Los Ángeles, California.– Más de cinco décadas después de su muerte, Jim Morrison continúa siendo una de las figuras más enigmáticas e influyentes de la historia del rock. Además de su voz y su liderazgo al frente de The Doors, el cantante es recordado por un sobrenombre que se convirtió en parte de su leyenda: "El Rey Lagarto".
El origen del apodo se encuentra en la profunda fascinación que Morrison sentía por los reptiles, la mitología, el chamanismo y la transformación espiritual. Desde joven mostró interés por la poesía simbolista, la filosofía y las experiencias místicas, elementos que marcaron su obra artística.
La expresión alcanzó fama mundial gracias al poema "Celebration of the Lizard", una extensa composición escrita por Morrison a finales de la década de 1960. En uno de sus fragmentos más conocidos pronuncia la frase:
"I am the Lizard King, I can do anything" ("Soy el Rey Lagarto, puedo hacer cualquier cosa").

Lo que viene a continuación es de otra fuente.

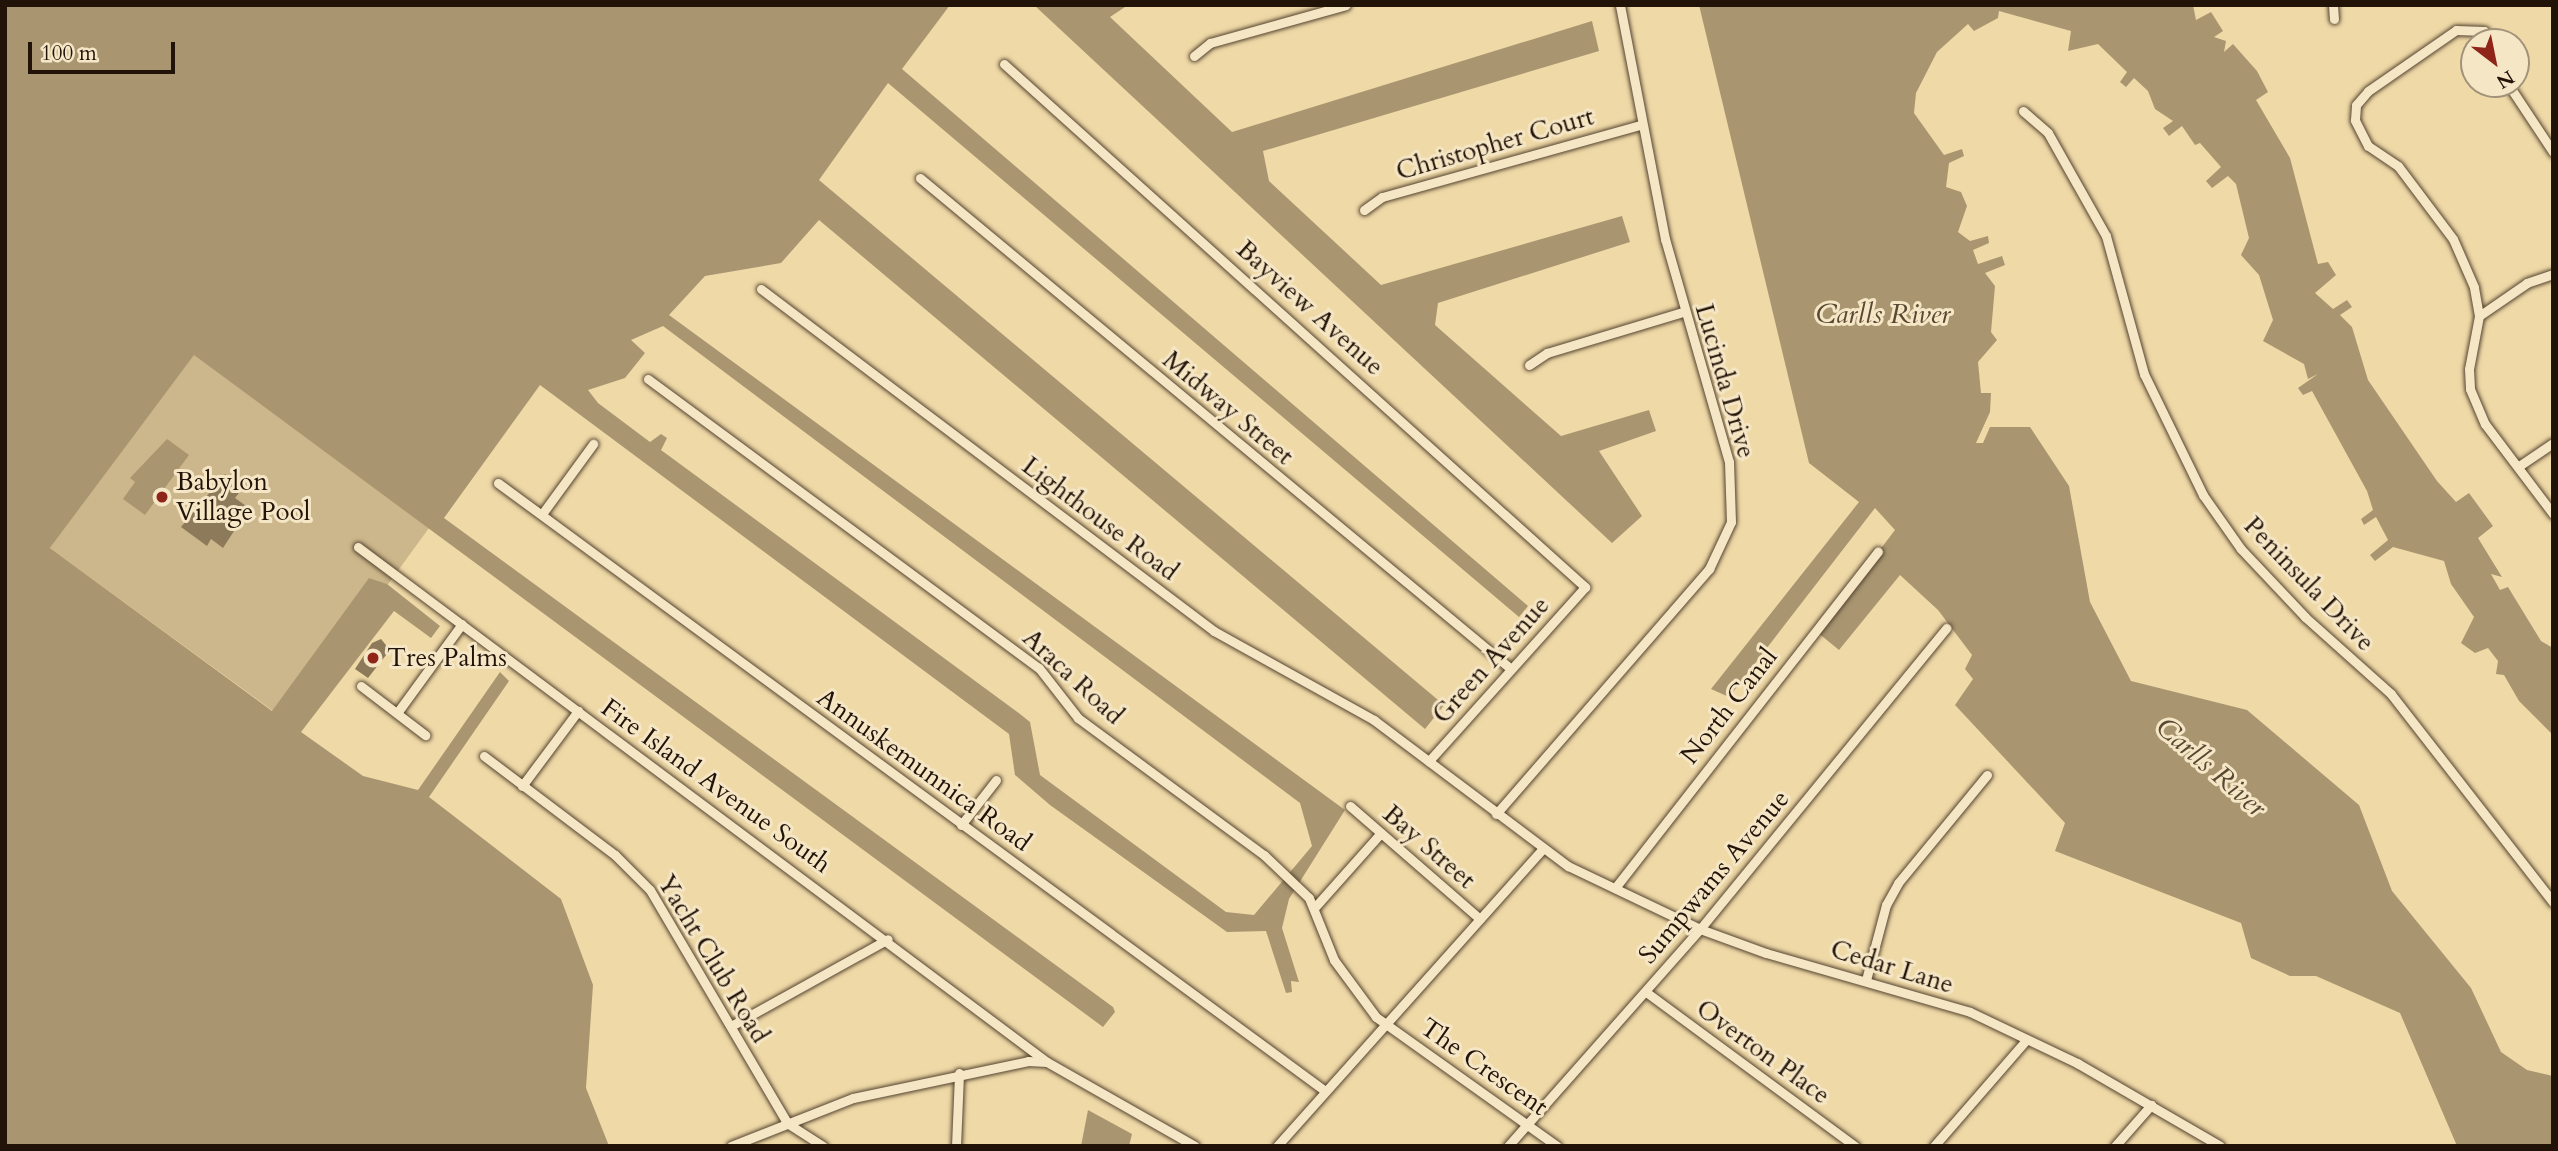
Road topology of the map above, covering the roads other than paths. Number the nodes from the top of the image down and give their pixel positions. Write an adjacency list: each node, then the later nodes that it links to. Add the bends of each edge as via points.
1 (1346, 5): 6 (street, via 1210,43)
2 (1620, 5): 10 (street, Lucinda Drive)
3 (2333, 5): 4 (street)
4 (2334, 19)
5 (2460, 30): 17 (street, via 2443,37 2368,91 2356,105 2355,120 2359,134 2398,166 2453,239 2474,287)
6 (1194, 56)
7 (1004, 64): 28 (street, Bayview Avenue)
8 (2517, 98): 11 (street)
9 (2023, 111): 47 (street, Peninsula Drive, via 2048,133 2106,236 2144,373 2203,495 2269,578 2391,694)
10 (1640, 125): 13 (street, Christopher Court, via 1382,197); 16 (street, Lucinda Drive)
11 (2553, 152)
12 (920, 178): 31 (street, Midway Street)
13 (1364, 210)
14 (2553, 274): 17 (street, via 2527,283)
15 (761, 289): 37 (street, Lighthouse Road, via 1214,631 1331,693)
16 (1683, 312): 18 (street, via 1547,353); 42 (street, Lucinda Drive, via 1730,462 1733,495 1726,544)
17 (2479, 316): 22 (street, via 2470,389 2485,424)
18 (1529, 365)
19 (648, 379): 48 (street, Araca Road, via 1039,668 1078,718 1287,875)
20 (2553, 443): 22 (street)
21 (593, 444): 25 (street)
22 (2519, 466): 24 (street)
23 (498, 483): 25 (street, Annuskemunnica Road)
24 (2553, 513)
25 (542, 514): 43 (street, Annuskemunnica Road)
26 (358, 547): 29 (street, Fire Island Avenue South)
27 (1878, 551): 46 (street, North Canal)
28 (1585, 587): 31 (street, Green Avenue)
29 (462, 624): 33 (street, Fire Island Avenue South); 34 (street)
30 (1946, 628): 50 (street, Sumpwams Avenue)
31 (1511, 669): 37 (street, Green Avenue)
32 (361, 686): 34 (street)
33 (578, 710): 40 (street); 51 (street, Fire Island Avenue South)
34 (397, 713): 35 (street)
35 (425, 735)
36 (484, 756): 40 (street, Yacht Club Road)
37 (1429, 761): 42 (street, Cedar Lane)
38 (1987, 775): 52 (street, via 1898,883 1886,905)
39 (996, 780): 43 (street)
40 (522, 786): 55 (street, Yacht Club Road, via 615,855 650,890)
41 (1350, 806): 44 (street, Bay Street)
42 (1496, 814): 45 (street, Cedar Lane)
43 (961, 825): 59 (street, Annuskemunnica Road)
44 (1381, 833): 48 (street); 49 (street, Bay Street)
45 (1542, 850): 46 (street, Cedar Lane); 49 (street)
46 (1615, 888): 50 (street, Cedar Lane)
47 (2553, 902)
48 (1315, 907): 54 (street, Araca Road, via 1350,985 1376,1017)
49 (1480, 919): 54 (street)
50 (1700, 929): 52 (street, Cedar Lane); 53 (street, Sumpwams Avenue)
51 (888, 939): 55 (street); 57 (street, Fire Island Avenue South)
52 (1866, 981): 56 (street, Cedar Lane, via 1970,1012)
53 (1646, 992): 62 (street, Sumpwams Avenue); 70 (street, Overton Place)
54 (1388, 1022): 59 (street); 62 (street, The Crescent)
55 (731, 1026): 61 (street, Yacht Club Road)
56 (2026, 1040): 60 (street, Cedar Lane); 71 (street)
57 (1047, 1062): 58 (street); 66 (street, Fire Island Avenue South)
58 (959, 1073): 61 (street, via 853,1098); 65 (street)
59 (1325, 1091): 67 (street)
60 (2151, 1105): 72 (street); 73 (street, Cedar Lane)
61 (787, 1123): 63 (street); 64 (street)
62 (1528, 1124): 68 (street, Sumpwams Avenue); 69 (street, The Crescent)
63 (731, 1146)
64 (823, 1146)
65 (956, 1146)
66 (1195, 1146)
67 (1277, 1146)
68 (1508, 1146)
69 (1557, 1146)
70 (1855, 1146)
71 (1934, 1146)
72 (2115, 1146)
73 (2220, 1146)

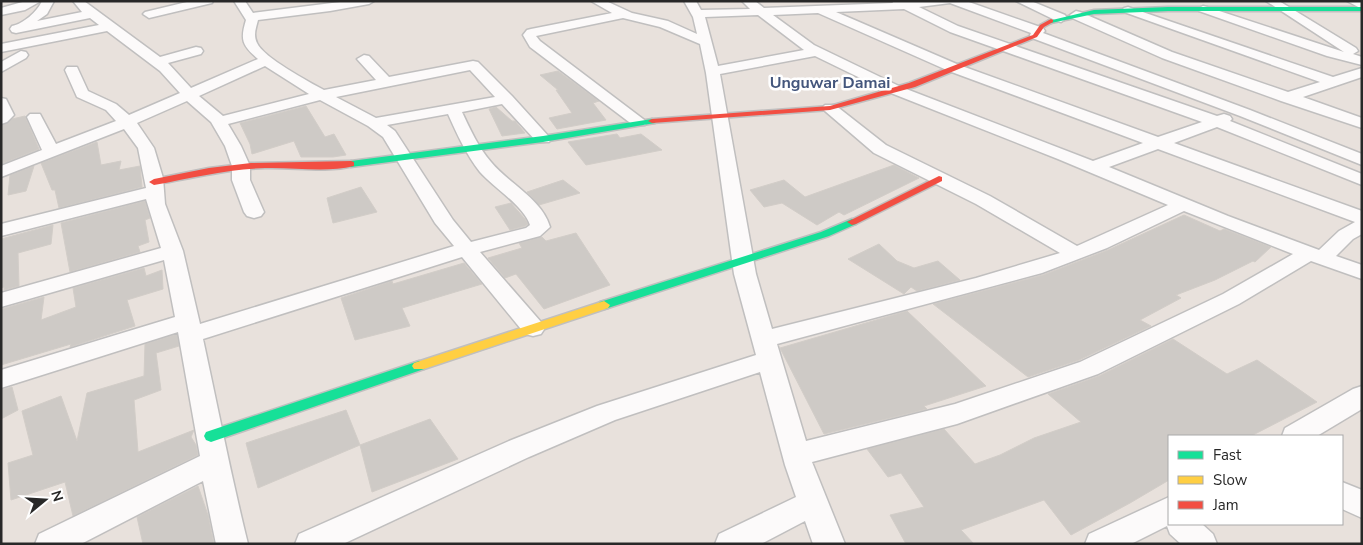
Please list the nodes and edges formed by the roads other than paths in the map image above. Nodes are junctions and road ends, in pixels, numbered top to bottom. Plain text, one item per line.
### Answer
1 (208, 1) edge
2 (239, 1) edge
3 (369, 1) edge
4 (596, 1) edge
5 (738, 1) edge
6 (747, 1) edge
7 (945, 1) edge
8 (954, 1) edge
9 (1021, 1) edge
10 (43, 3) edge
11 (72, 3) edge
12 (901, 4) edge
13 (1274, 4) edge
14 (1356, 6) edge
15 (694, 9) edge
16 (818, 9) junction
17 (1203, 9) junction
18 (1128, 10) junction
19 (758, 11) junction
20 (1, 12) edge
21 (92, 14) junction
22 (149, 14) dead end
23 (625, 14) junction
24 (1076, 15) junction
25 (1362, 15) edge
26 (251, 17) junction
27 (1062, 18) junction
28 (109, 27) junction
29 (16, 29) junction
30 (1037, 33) junction
31 (1, 37) edge
32 (1210, 40) junction
33 (705, 42) junction
34 (1, 48) edge
35 (1006, 48) junction
36 (196, 51) dead end
37 (816, 52) junction
38 (1163, 53) junction
39 (21, 56) dead end
40 (364, 59) dead end
41 (267, 60) junction
42 (1362, 60) edge
43 (158, 62) junction
44 (1, 68) edge
45 (954, 68) junction
46 (72, 70) dead end
47 (712, 71) junction
48 (1362, 72) edge
49 (386, 82) junction
50 (1334, 82) junction
51 (896, 90) junction
52 (188, 94) junction
53 (322, 95) junction
54 (1290, 97) junction
55 (507, 99) junction
56 (1, 102) edge
57 (830, 108) junction
58 (452, 109) junction
59 (1244, 112) junction
60 (721, 115) junction
61 (35, 117) dead end
62 (1, 119) edge
63 (127, 122) junction
64 (219, 122) junction
65 (638, 122) junction
66 (1218, 122) junction
67 (374, 123) junction
68 (1362, 123) edge
69 (543, 138) junction
70 (1159, 143) junction
71 (472, 148) junction
72 (52, 152) junction
73 (403, 157) junction
74 (1362, 160) edge
75 (241, 166) junction
76 (1093, 167) junction
77 (1, 172) edge
78 (939, 179) junction
79 (1362, 180) edge
80 (155, 186) junction
81 (1184, 204) junction
82 (254, 212) dead end
83 (1362, 218) edge
84 (1362, 226) edge
85 (1, 230) edge
86 (466, 248) junction
87 (173, 251) junction
88 (1075, 253) junction
89 (1316, 256) junction
90 (742, 259) junction
91 (1362, 273) edge
92 (1, 300) edge
93 (189, 328) junction
94 (532, 328) junction
95 (766, 349) junction
96 (1, 379) edge
97 (1362, 396) edge
98 (1297, 435) edge
99 (213, 449) junction
100 (796, 455) junction
101 (1343, 495) edge
102 (813, 503) junction
103 (1362, 505) edge
104 (1168, 516) edge
105 (1183, 525) edge
106 (50, 544) edge
107 (232, 544) edge
108 (310, 544) edge
109 (730, 544) edge
110 (829, 544) edge
111 (1100, 544) edge
112 (1202, 544) edge

1 - 22 street
2 - 26 street
3 - 26 street
4 - 23 street
5 - 15 street
6 - 19 street
7 - 12 street
8 - 30 street
9 - 27 street
10 - 11 street
10 - 20 street
10 - 29 street
11 - 21 street
12 - 16 street
12 - 35 street
13 - 14 street
13 - 17 street
13 - 42 street
14 - 25 street
15 - 19 street
15 - 33 street
16 - 19 street
16 - 45 street
17 - 18 street
17 - 42 street
18 - 24 street
18 - 32 street
19 - 37 street
21 - 28 street
21 - 29 street
23 - 33 street
23 - 65 street
24 - 27 street
24 - 38 street
26 - 41 street
27 - 30 street
28 - 34 street
28 - 43 street
29 - 31 street
30 - 35 street
30 - 59 street
32 - 38 street
32 - 50 street
33 - 47 street
35 - 45 street
35 - 66 street
36 - 43 street
37 - 47 street
37 - 51 street
38 - 54 street
39 - 44 street
40 - 49 street
41 - 52 street
41 - 53 street
43 - 52 street
45 - 51 street
45 - 70 street
46 - 63 street
47 - 60 street
48 - 50 street
49 - 53 street
49 - 55 street
50 - 54 street
51 - 57 street
51 - 76 street
52 - 63 street
52 - 64 street
53 - 64 street
53 - 67 street
54 - 59 street
54 - 68 street
55 - 58 street
55 - 69 street
56 - 62 street
57 - 60 street
57 - 78 street
58 - 67 street
58 - 71 street
59 - 66 street
59 - 74 street
60 - 65 street
60 - 90 street
61 - 72 street
63 - 72 street
63 - 80 street
64 - 75 street
65 - 69 street
66 - 70 street
66 - 79 street
67 - 73 street
69 - 71 street
70 - 76 street
70 - 83 street
71 - 73 street
71 - 86 street
72 - 77 street
73 - 75 street
73 - 86 street
75 - 80 street
75 - 82 street
76 - 81 street
78 - 88 street
78 - 90 street
80 - 85 street
80 - 87 street
81 - 88 street
81 - 89 street
84 - 89 street
86 - 93 street
86 - 94 street
87 - 92 street
87 - 93 street
88 - 95 street
89 - 91 street
89 - 100 street
90 - 94 street
90 - 95 street
93 - 96 street
93 - 99 street
94 - 99 street
95 - 100 street
95 - 108 street
97 - 98 street
99 - 106 street
99 - 107 street
100 - 102 street
101 - 103 street
102 - 109 street
102 - 110 street
104 - 111 street
105 - 112 street

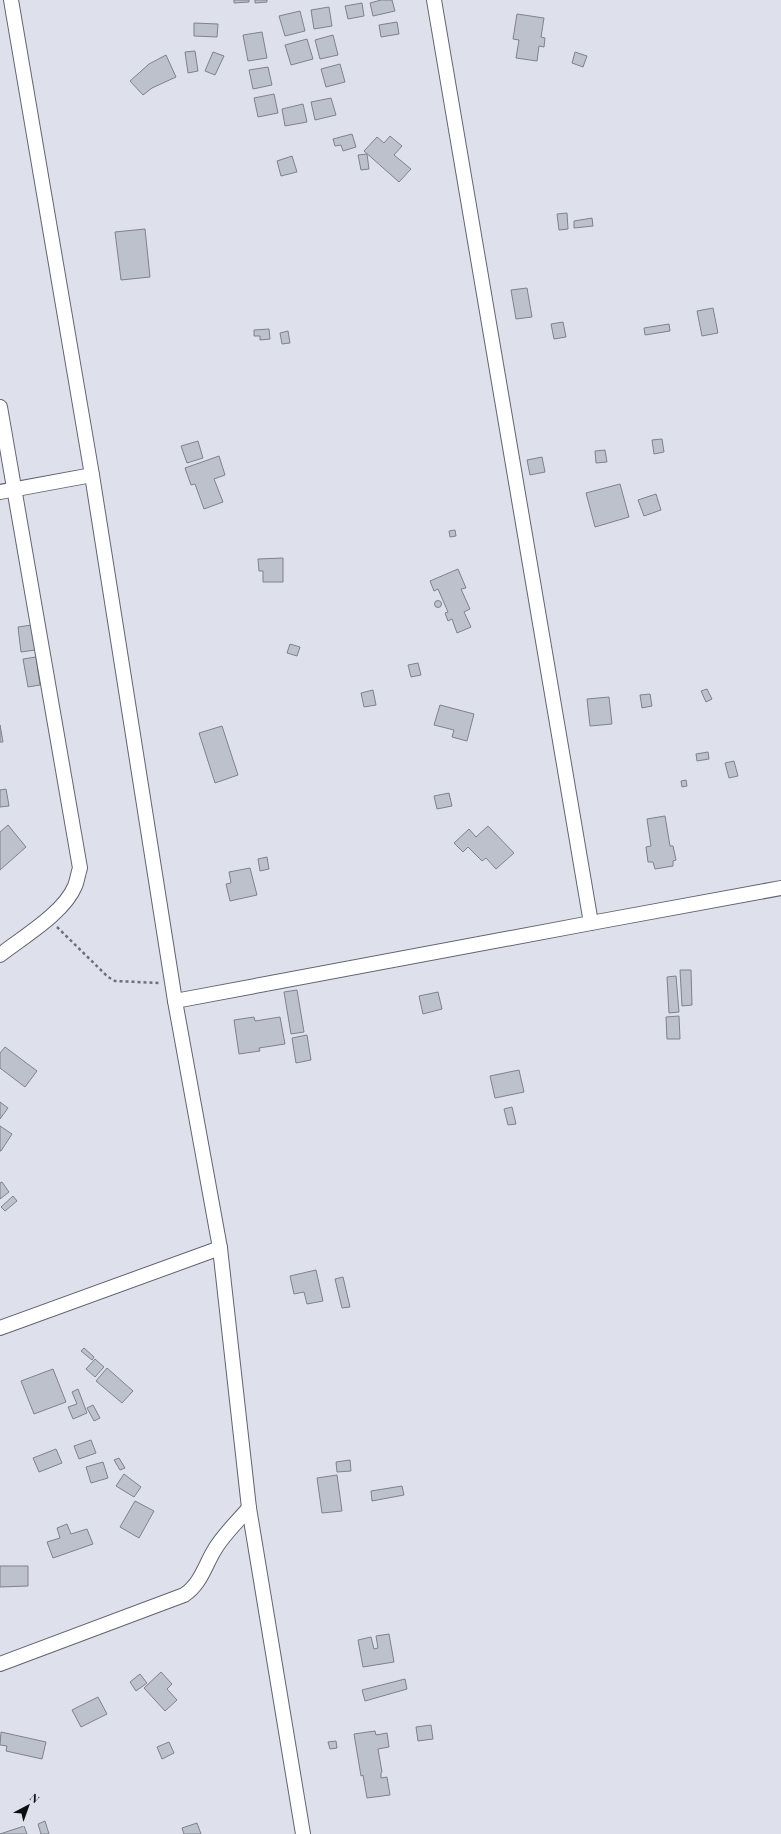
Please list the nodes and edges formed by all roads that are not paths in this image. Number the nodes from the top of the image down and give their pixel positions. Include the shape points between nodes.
1 (10, 0) edge
2 (434, 0) edge
3 (0, 407) edge
4 (92, 475) junction
5 (7, 491) edge
6 (781, 888) edge
7 (591, 923) junction
8 (0, 955) edge
9 (175, 1001) junction
10 (220, 1248) junction
11 (0, 1328) edge
12 (249, 1508) junction
13 (0, 1664) edge
14 (303, 1834) edge

1 - 4 street
2 - 7 street
3 - 5 street
4 - 5 street
4 - 9 street
5 - 8 street via 80,868 75,886 65,902
6 - 7 street
7 - 9 street
9 - 10 street
10 - 11 street
10 - 12 street
12 - 13 street via 215,1548 205,1571 191,1591
12 - 14 street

Con el paso del tiempo, esa línea trascendió el poema y se convirtió en un emblema de su personalidad. Para Morrison, el "Rey Lagarto" representaba una figura capaz de romper los límites de la conciencia, desafiar las normas sociales y conectar con los instintos más primitivos del ser humano.
La imagen encajaba perfectamente con el personaje que proyectaba sobre el escenario: un cantante impredecible, provocador y cargado de una fuerte presencia escénica que rompía con los moldes tradicionales de la época.
Aunque algunos seguidores interpretan el apodo como una referencia a supuestas experiencias psicodélicas del músico, especialistas en su obra coinciden en que su significado está mucho más relacionado con el simbolismo poético y la búsqueda espiritual que caracterizaron gran parte de sus escritos.
Jim Morrison falleció el 3 de julio de 1971 en París, Francia, a los 27 años, convirtiéndose en uno de los integrantes del llamado "Club de los 27", junto a artistas como Jimi Hendrix, Janis Joplin, Kurt Cobain y Amy Winehouse.
Más de medio siglo después, "El Rey Lagarto" sigue siendo uno de los sobrenombres más icónicos de la música, reflejo del legado artístico y del aura de misterio que aún rodea al líder de The Doors.